It’s a terrible time to be a writer. The publishing industry is in chaos, a large percentage of readers want cheap thrills and sensationalism, and there are more ways to waste time doing “research” than ever before. That’s why I’ve decided to get serious about which websites I frequent, and to choose these sites deliberately. Here are three types of websites that writers need to bookmark:
1. A favorite reference/search site. Today’s writer without a search engine is like last century’s writer without the telephone, dictionary, encyclopedia, library, and microfiche. My personal favorite is http://www.refdesk.com/, an all-in-one reference and search site run by Bob Drudge (father of Matt Drudge, of “Drudge Report” fame). I’ve been using Refdesk since I served as chief editor for my college paper in 1998.

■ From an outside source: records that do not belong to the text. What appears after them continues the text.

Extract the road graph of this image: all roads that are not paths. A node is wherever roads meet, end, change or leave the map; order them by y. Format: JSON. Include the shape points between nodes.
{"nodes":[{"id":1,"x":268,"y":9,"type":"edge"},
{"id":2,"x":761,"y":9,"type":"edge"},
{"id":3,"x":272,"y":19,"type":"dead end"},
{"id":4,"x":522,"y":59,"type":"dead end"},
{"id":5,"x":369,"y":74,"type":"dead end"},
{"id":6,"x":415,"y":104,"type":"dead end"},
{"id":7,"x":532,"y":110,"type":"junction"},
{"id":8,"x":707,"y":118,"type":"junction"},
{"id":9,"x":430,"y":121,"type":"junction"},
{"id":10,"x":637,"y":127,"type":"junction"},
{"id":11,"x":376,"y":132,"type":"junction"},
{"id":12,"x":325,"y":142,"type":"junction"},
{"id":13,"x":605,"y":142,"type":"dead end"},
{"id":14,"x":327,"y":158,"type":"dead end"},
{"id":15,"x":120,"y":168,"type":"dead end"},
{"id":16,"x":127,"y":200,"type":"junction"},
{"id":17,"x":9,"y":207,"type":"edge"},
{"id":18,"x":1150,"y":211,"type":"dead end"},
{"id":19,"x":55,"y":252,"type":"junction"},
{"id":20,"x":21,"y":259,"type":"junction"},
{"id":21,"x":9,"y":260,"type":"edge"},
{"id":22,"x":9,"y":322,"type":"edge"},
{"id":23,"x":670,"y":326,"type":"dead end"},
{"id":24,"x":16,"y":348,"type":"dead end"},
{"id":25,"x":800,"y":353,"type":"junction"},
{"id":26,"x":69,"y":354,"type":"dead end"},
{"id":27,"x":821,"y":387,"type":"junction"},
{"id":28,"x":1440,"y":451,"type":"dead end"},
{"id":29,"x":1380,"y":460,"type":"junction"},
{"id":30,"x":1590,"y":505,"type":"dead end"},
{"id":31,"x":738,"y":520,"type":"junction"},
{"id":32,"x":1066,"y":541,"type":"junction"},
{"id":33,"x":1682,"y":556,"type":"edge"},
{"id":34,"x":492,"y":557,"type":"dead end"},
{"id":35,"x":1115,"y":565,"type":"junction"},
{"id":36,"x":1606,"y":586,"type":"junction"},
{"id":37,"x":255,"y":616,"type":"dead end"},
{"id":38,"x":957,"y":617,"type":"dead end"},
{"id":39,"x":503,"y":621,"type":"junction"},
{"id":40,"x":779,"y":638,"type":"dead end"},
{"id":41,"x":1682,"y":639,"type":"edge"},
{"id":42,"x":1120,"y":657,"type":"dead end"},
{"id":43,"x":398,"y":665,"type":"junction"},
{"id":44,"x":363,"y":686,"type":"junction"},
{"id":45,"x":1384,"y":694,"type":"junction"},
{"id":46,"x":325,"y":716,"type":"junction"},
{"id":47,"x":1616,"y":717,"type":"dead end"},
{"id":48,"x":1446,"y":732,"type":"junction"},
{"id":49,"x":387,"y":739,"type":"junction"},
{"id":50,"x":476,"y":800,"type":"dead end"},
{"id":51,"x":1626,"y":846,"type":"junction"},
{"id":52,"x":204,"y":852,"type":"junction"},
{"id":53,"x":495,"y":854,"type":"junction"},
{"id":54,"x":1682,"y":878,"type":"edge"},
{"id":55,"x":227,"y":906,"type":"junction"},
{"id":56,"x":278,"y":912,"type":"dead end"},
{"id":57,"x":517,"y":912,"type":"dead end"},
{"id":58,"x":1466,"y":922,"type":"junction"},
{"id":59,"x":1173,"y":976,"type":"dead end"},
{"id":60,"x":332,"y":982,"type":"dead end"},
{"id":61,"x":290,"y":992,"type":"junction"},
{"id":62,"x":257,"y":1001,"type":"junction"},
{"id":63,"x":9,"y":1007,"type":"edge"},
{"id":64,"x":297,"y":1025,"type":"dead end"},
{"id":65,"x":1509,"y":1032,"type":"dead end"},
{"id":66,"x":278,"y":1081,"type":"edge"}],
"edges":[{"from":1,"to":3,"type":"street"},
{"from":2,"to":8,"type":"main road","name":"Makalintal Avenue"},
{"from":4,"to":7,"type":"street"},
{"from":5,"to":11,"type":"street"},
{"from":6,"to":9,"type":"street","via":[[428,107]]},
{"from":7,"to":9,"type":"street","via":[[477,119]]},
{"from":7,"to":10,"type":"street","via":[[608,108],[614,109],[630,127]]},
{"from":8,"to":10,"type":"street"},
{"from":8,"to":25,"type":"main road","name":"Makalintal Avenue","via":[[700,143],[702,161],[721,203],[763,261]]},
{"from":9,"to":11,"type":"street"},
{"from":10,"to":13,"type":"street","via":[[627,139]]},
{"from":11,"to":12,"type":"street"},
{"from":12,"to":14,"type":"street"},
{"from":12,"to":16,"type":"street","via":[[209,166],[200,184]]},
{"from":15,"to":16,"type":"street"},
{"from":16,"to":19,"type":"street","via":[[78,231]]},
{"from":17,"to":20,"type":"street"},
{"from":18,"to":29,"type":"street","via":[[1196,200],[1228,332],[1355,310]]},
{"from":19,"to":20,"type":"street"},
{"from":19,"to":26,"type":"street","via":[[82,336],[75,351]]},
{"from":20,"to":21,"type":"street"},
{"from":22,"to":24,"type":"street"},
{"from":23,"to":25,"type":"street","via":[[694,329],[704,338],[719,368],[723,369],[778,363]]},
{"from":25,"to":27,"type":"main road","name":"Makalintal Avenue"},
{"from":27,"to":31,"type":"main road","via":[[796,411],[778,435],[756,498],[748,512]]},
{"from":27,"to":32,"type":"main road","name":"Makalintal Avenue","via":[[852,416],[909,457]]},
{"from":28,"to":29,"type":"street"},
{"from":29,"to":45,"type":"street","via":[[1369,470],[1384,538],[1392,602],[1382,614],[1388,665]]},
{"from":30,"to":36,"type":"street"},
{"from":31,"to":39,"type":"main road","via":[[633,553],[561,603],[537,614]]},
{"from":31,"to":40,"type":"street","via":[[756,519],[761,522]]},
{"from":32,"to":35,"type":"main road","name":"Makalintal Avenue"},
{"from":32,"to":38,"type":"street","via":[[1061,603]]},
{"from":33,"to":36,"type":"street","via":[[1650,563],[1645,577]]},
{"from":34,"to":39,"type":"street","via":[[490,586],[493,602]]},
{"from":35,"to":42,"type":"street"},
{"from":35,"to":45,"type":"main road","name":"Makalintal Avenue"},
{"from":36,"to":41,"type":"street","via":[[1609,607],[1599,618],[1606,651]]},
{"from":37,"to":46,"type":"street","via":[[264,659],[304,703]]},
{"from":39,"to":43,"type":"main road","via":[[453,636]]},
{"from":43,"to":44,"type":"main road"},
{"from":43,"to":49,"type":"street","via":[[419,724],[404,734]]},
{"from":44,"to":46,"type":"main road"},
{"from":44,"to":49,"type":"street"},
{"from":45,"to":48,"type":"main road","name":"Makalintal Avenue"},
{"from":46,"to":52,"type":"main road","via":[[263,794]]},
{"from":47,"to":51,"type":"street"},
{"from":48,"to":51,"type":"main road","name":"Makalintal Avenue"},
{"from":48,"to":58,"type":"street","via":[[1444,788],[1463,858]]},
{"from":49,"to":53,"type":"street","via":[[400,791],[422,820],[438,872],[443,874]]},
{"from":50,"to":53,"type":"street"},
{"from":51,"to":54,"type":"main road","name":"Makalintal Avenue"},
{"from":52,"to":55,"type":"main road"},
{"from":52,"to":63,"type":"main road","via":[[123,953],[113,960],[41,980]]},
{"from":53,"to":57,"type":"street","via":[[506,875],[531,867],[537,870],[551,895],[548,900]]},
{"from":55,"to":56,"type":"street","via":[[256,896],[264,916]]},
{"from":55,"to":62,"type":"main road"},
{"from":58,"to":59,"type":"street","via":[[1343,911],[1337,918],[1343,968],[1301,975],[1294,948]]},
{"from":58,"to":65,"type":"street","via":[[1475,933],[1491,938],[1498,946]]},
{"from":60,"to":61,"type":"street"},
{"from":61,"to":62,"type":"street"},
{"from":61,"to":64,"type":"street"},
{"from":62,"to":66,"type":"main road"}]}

Refdesk is free and supported entirely by donations, so there are no raunchy ads or annoying pop-ups. From the Refdesk Mission Statement, “The spirit of the original, non-commercial Internet guides Refdesk. This spirit envisions a living encyclopedia of information in the public domain, maintained by people who freely share their knowledge of where to find things on the Internet.”

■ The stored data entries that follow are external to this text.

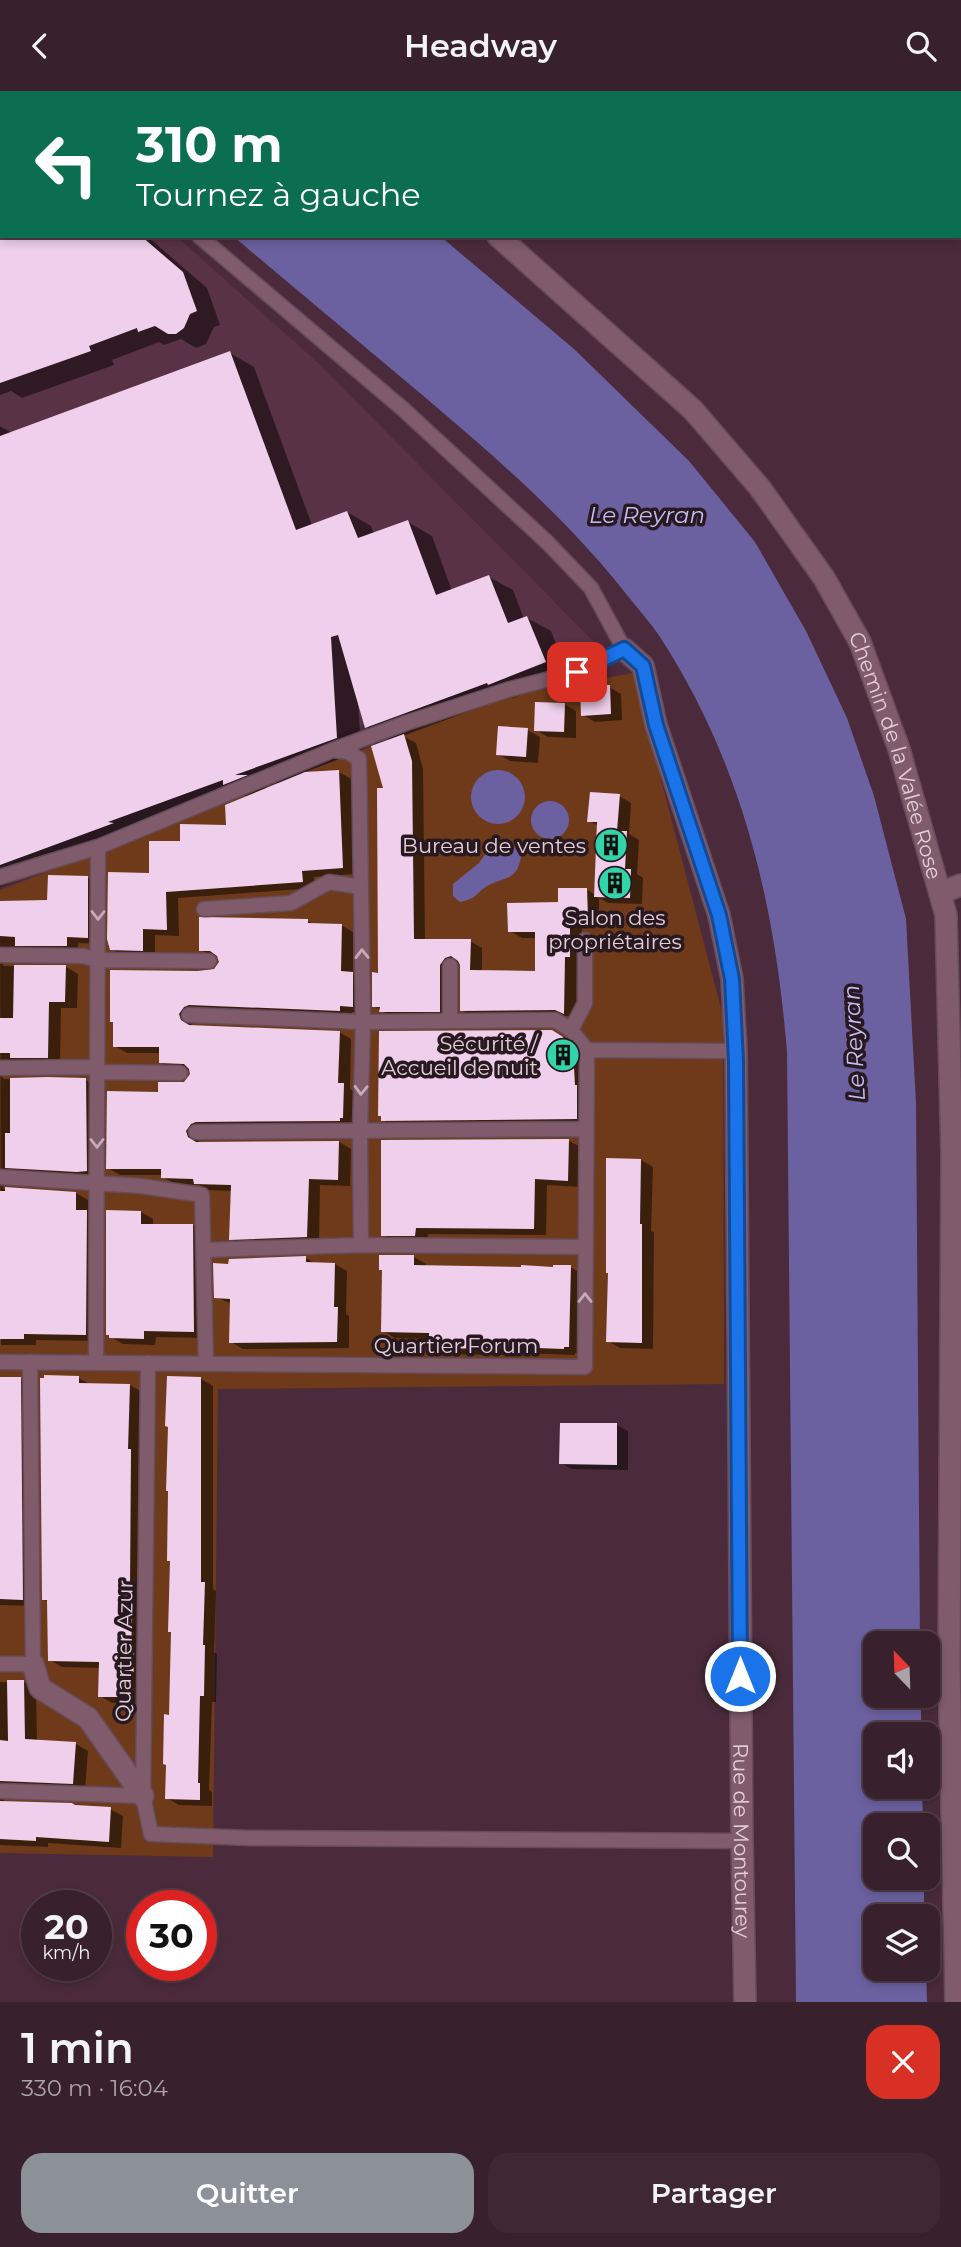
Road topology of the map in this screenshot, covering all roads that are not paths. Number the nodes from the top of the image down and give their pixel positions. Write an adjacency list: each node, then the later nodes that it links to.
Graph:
1 (201, 238): 3 (lane)
2 (500, 238): 9 (street, Chemin de la Valée Rose)
3 (624, 649): 4 (lane); 21 (street, Rue de Montourey)
4 (333, 750): 5 (lane); 8 (lane)
5 (98, 847): 6 (lane); 13 (lane, one-way to 13)
6 (0, 877)
7 (961, 885): 9 (street)
8 (361, 887): 10 (lane); 18 (lane, one-way to 8)
9 (940, 893): 44 (street, Chemin de la Valée Rose)
10 (204, 909)
11 (585, 940): 19 (lane)
12 (0, 955): 13 (lane)
13 (98, 961): 14 (lane); 23 (lane)
14 (209, 961)
15 (450, 966): 17 (lane)
16 (189, 1015): 18 (lane)
17 (450, 1021): 18 (lane); 19 (lane)
18 (363, 1022): 27 (lane, one-way to 27)
19 (571, 1030): 20 (lane)
20 (587, 1050): 21 (lane); 25 (lane, Quartier Forum)
21 (736, 1051): 42 (street, Rue de Montourey)
22 (0, 1068): 23 (lane)
23 (98, 1070): 24 (lane); 29 (lane, one-way to 29)
24 (180, 1073)
25 (586, 1129): 27 (lane); 31 (lane, Quartier Forum)
26 (196, 1132): 27 (lane)
27 (360, 1132): 30 (lane)
28 (0, 1177): 29 (lane)
29 (97, 1184): 32 (lane); 35 (lane)
30 (361, 1245): 31 (lane); 32 (lane)
31 (586, 1247): 37 (lane, Quartier Forum, one-way to 31)
32 (205, 1251): 37 (lane)
33 (0, 1362): 34 (lane, Quartier Forum)
34 (30, 1362): 35 (lane, Quartier Forum); 39 (lane)
35 (96, 1363): 36 (lane, Quartier Forum)
36 (148, 1363): 37 (lane, Quartier Forum); 41 (lane, Quartier Azur)
37 (206, 1364)
38 (0, 1664): 39 (lane)
39 (33, 1664): 41 (street)
40 (0, 1791): 41 (lane)
41 (144, 1796): 42 (lane, Quartier Azur)
42 (741, 1841): 43 (street, Rue de Montourey)
43 (745, 2002)
44 (956, 2002)

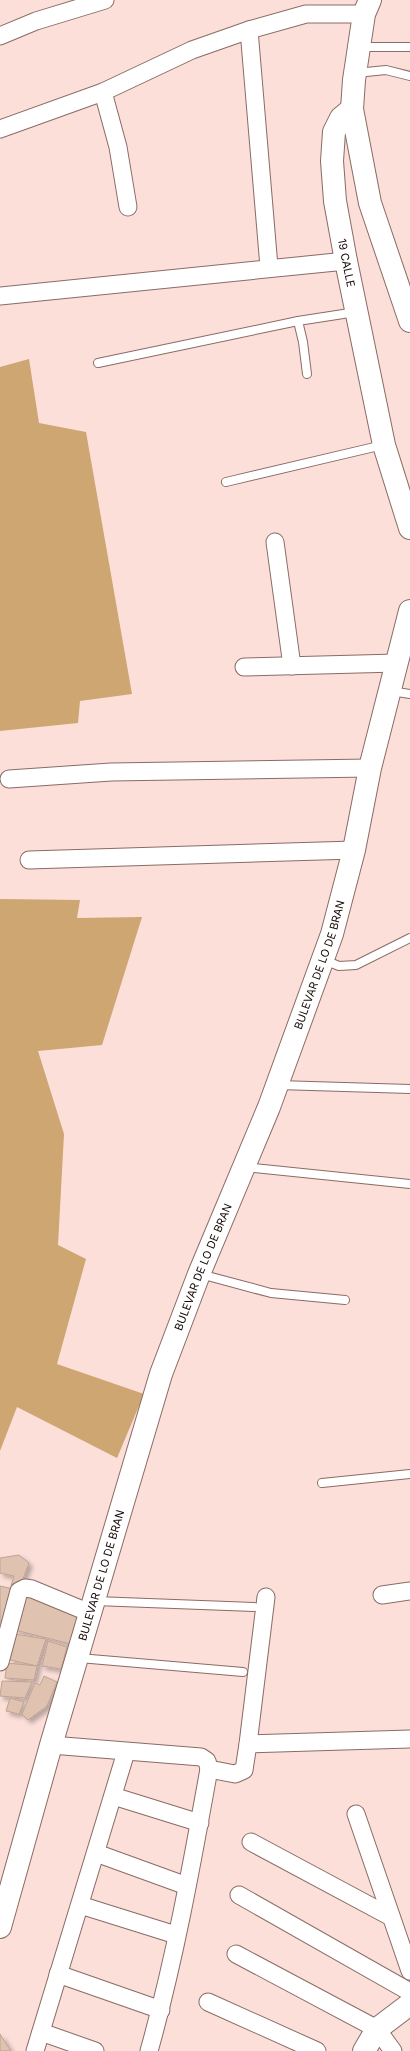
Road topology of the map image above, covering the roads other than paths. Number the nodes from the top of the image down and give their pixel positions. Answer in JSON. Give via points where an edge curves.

If you’ve never used Refdesk, give it a try.
2. Google Maps. Whether writing fiction or nonfiction, writers need a working knowledge of places mentioned in their text. If you’ve never tried this feature before, start by mapping your address. Zoom in. Switch to satellite view. Can you see your house? How accurate is the image? Try the street view. What does that look like? Now imagine being able to use this tool when writing about places and roads that aren’t as familiar. While there are some issues with Google Maps (dated images might not reflect newly constructed roads or buildings), it can be a great way to build descriptions into your writing that would otherwise require travel.

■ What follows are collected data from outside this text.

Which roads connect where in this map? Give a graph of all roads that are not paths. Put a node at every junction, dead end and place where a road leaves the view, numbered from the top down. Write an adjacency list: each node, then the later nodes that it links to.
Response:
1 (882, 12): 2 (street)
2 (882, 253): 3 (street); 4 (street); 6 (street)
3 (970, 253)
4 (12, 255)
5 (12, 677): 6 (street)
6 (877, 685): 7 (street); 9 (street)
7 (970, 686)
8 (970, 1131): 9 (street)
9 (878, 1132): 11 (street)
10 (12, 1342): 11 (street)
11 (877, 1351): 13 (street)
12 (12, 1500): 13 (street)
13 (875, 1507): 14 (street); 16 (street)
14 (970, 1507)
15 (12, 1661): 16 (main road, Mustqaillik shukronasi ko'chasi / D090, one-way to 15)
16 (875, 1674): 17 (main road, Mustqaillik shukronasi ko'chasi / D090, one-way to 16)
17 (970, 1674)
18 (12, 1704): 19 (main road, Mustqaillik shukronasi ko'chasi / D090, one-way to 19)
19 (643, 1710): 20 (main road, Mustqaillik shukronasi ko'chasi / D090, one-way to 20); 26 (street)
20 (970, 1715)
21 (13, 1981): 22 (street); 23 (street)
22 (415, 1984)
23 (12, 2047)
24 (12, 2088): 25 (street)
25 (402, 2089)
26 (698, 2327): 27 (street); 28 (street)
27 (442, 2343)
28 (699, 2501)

3. Social media, with intentionality. Sure, everyone and their dog (and sometimes even their unborn children) are on Facebook, but it’s not the only social networking site out there. Since quitting Facebook, I’ve been looking for great social media sites that match my needs. I’ve rediscovered my Linked-In account, which provides connectivity with fewer distractions. And so far I’m enjoying Stumbleupon, a “web content discovery engine.” I spend gobs of time surfing the web anyway, so why not turn that into an opportunity to connect with others?